Perché conosco Kojima e ho vissuto sulla mia pelle di videogiocatore tutte le sue pazzie. Dal modo in cui battere Psycho Mantis in Metal Gear Solid, fino alla deception sulla natura di Metal Gear Solid V: The Phantom Pain, passando per la folle strategia pre-release di Metal Gear Solid 2: Sons of Liberty che spiazzò senza pietà l’intera platea di videogiocatori che da anni aspettava di riprendere il controllo di Solid Snake su PlayStation 2. E invece fu Hideo Kojima, il game designer, a prendere il controllo di noi, videogiocatori. In tutti i modi in cui è possibile esprimere artisticamente il concetto di “prendere il controllo”.

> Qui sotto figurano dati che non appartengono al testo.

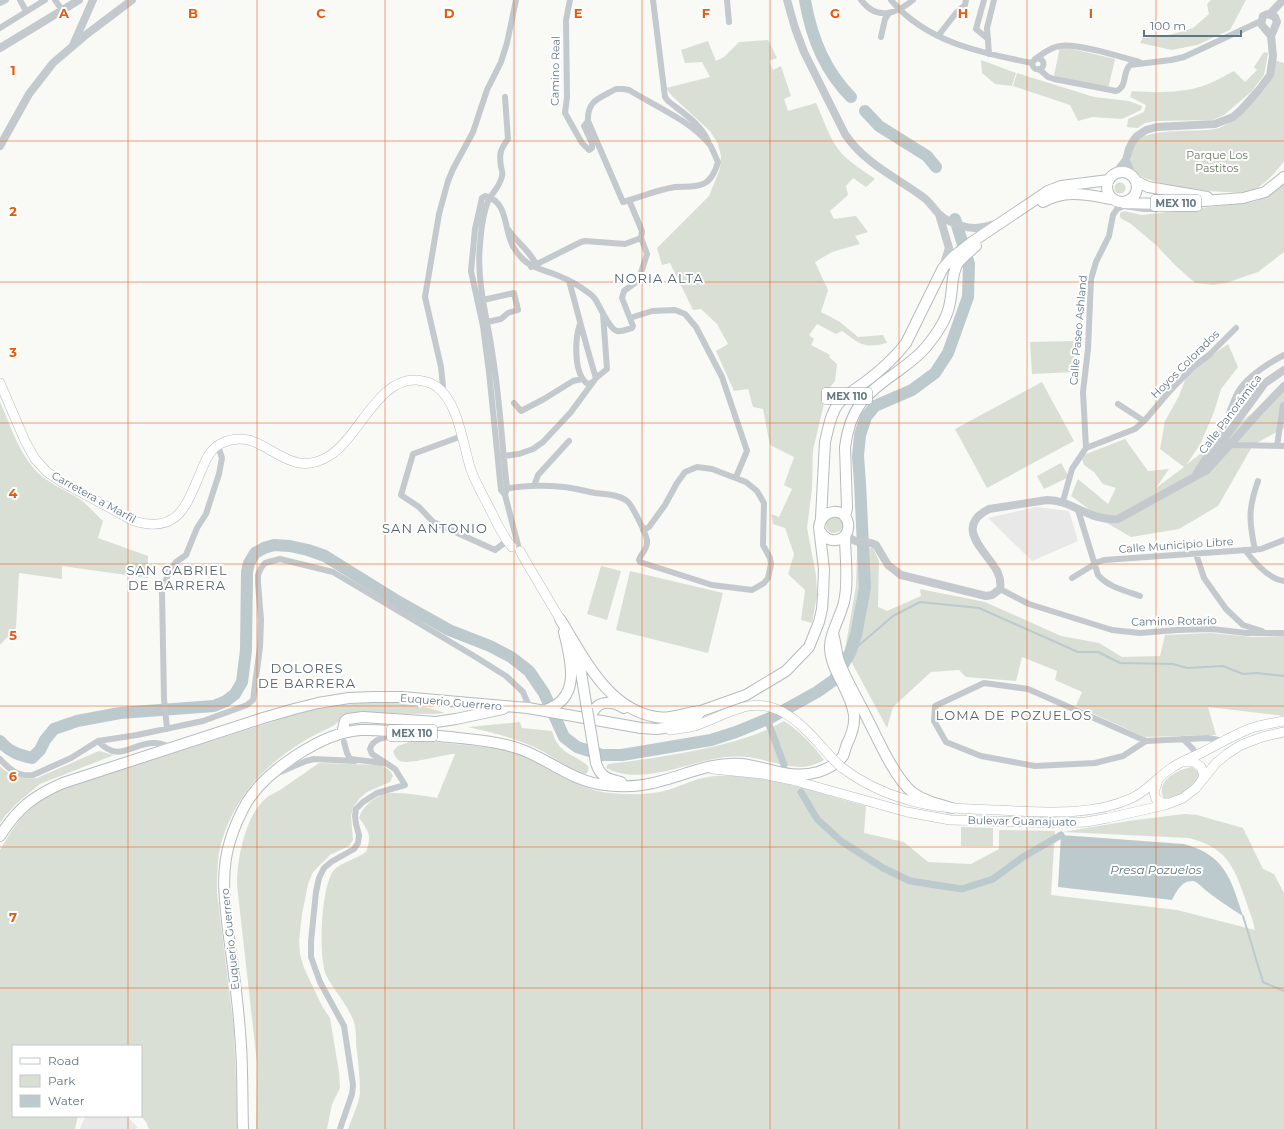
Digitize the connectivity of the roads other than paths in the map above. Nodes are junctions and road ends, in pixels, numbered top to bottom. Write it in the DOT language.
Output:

Ma Metal Gear Solid 2 ha avuto una tale potenza e influenza su di me proprio perché fu una sorpresa del tutto inaspettata. Erano altri tempi (2001) e le informazioni sui videogiochi si raccoglievano soprattutto dalle fiere e sulle riviste cartacee. Non potevo prevederlo, e fu proprio quell’imprevedibilità a imprimere in maniera indelebile quel videogioco nella mia memoria. A farmi riflettere a soli 16 anni, come forse mai avevo fatto prima di allora, sulla natura stessa della materia espressiva che chiamiamo “videogiochi”.

«Tutto quello che hai provato, che hai pensato durante la missione, è tuo. Quel che decidi di farne è una tua scelta», afferma Hideo Kojima per bocca di Solid Snake alla fine di Metal Gear Solid 2. E ha ragione. Il finale (la meta) di Metal Gear Solid 2, che potremmo cinematograficamente paragonare a un gigantesco MacGuffin di videoludiche proporzioni, è meno importante rispetto alla sostanza, alla concettualità (il viaggio) che lo forma.

Ma dicevo, sul trailer di lancio di Death Stranding. Ho aspettato e resistito alla tentazione nella speranza di leggere feedback affidabili… Finché sono arrivati e non da persone a caso ma da veterani che hanno avuto la fortuna di finire il gioco in anticipo rispetto all’uscita ufficiale: Alessandro Bruni e Francesco Fossetti e subito dopo Michele Poggi (Sabaku No Maiku) hanno detto la stessa cosa: «Fidatevi, non guardatelo».

Ho tirato un sospiro di sollievo. Sono certo che guardarlo non sarà un problema, per molti. Per me, e per altri sensibili folli vecchiardi come me, potrebbe esserlo. Perché la mia sensibilità verso il lavoro di Kojima, per l’esperienza che potrebbe indelebilmente fissare Death Stranding nella mia mente nei decenni a venire, così come ora vi sono impresse tutte le passate esperienze, è massima, è particolare, è preziosa. E non posso sprecarla cedendo all’hype di un semplice trailer, per quanto incredibile e mirabolante possa essere. Perché non sono disposto a sacrificare neanche una minima porzione del viaggio che sto per intraprendere barattandolo con un trailer di 8 miseri minuti, sapendo che è stato appositamente patrocinato dal marketing di Sony per spingere le vendite del gioco.

Inoltre questa era l’ultima occasione per Kojima di osare. Doveva esagerare perché questo è il suo gioco della vita. Death Stranding è la sua occasione di (ri)sollevarsi imponente davanti al mondo intero. Doveva vincere e convincere. E da ciò che leggo in giro, pare ci sia riuscito alla grande.

Io non dovevo essere convinto. Mi aveva già convinto al «I’m back».